*INSTRUCTIONS TO FOLLOW*
Once the pictures are removed, output the remaining entries exactly as given.

BEGIN

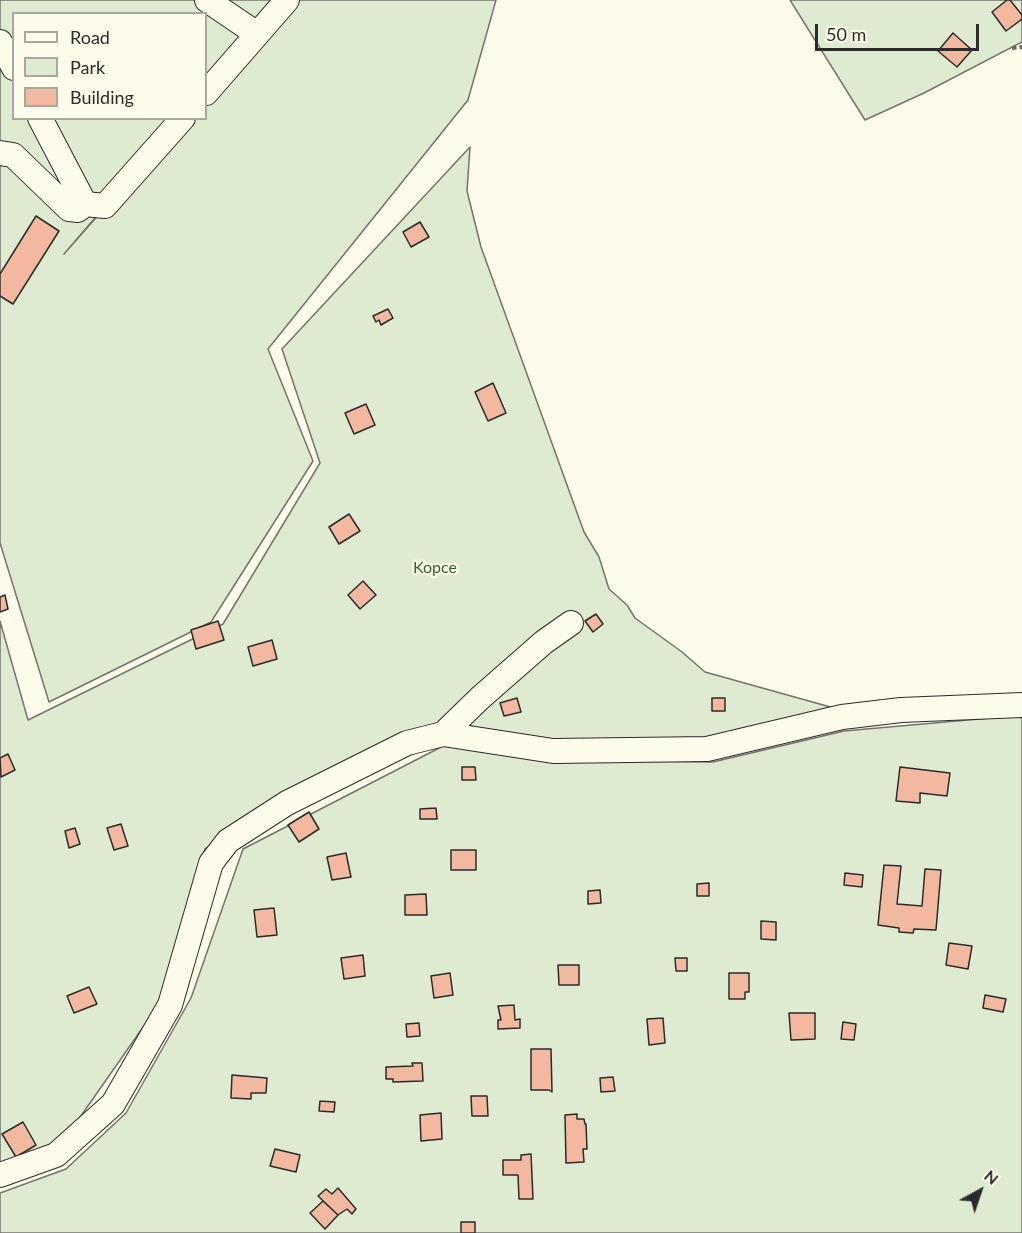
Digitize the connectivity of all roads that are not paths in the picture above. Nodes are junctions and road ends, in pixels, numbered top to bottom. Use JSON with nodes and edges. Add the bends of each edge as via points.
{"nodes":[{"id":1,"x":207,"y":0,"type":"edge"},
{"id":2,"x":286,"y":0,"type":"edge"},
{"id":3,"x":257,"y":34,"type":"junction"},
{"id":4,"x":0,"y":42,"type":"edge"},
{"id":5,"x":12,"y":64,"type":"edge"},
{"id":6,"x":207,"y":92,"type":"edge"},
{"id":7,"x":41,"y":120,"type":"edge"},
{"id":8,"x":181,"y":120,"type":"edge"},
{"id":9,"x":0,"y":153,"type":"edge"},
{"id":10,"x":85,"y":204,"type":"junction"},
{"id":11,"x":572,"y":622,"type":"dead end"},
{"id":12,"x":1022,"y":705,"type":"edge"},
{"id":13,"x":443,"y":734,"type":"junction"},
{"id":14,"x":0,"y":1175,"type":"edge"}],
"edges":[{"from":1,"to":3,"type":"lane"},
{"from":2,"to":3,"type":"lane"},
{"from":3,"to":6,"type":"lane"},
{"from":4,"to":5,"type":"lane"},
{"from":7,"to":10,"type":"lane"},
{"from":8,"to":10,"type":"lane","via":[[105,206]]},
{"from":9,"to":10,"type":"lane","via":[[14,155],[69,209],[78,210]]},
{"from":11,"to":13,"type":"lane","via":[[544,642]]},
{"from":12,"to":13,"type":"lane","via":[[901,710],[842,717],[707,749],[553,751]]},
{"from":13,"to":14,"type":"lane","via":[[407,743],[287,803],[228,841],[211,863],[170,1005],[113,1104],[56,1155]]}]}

END

*TASK OUTPUT*
Digitize the connectivity of all roads that are not paths in the picture above. Nodes are junctions and road ends, in pixels, numbered top to bottom. Use JSON with nodes and edges. Add the bends of each edge as via points.
{"nodes":[{"id":1,"x":207,"y":0,"type":"edge"},
{"id":2,"x":286,"y":0,"type":"edge"},
{"id":3,"x":257,"y":34,"type":"junction"},
{"id":4,"x":0,"y":42,"type":"edge"},
{"id":5,"x":12,"y":64,"type":"edge"},
{"id":6,"x":207,"y":92,"type":"edge"},
{"id":7,"x":41,"y":120,"type":"edge"},
{"id":8,"x":181,"y":120,"type":"edge"},
{"id":9,"x":0,"y":153,"type":"edge"},
{"id":10,"x":85,"y":204,"type":"junction"},
{"id":11,"x":572,"y":622,"type":"dead end"},
{"id":12,"x":1022,"y":705,"type":"edge"},
{"id":13,"x":443,"y":734,"type":"junction"},
{"id":14,"x":0,"y":1175,"type":"edge"}],
"edges":[{"from":1,"to":3,"type":"lane"},
{"from":2,"to":3,"type":"lane"},
{"from":3,"to":6,"type":"lane"},
{"from":4,"to":5,"type":"lane"},
{"from":7,"to":10,"type":"lane"},
{"from":8,"to":10,"type":"lane","via":[[105,206]]},
{"from":9,"to":10,"type":"lane","via":[[14,155],[69,209],[78,210]]},
{"from":11,"to":13,"type":"lane","via":[[544,642]]},
{"from":12,"to":13,"type":"lane","via":[[901,710],[842,717],[707,749],[553,751]]},
{"from":13,"to":14,"type":"lane","via":[[407,743],[287,803],[228,841],[211,863],[170,1005],[113,1104],[56,1155]]}]}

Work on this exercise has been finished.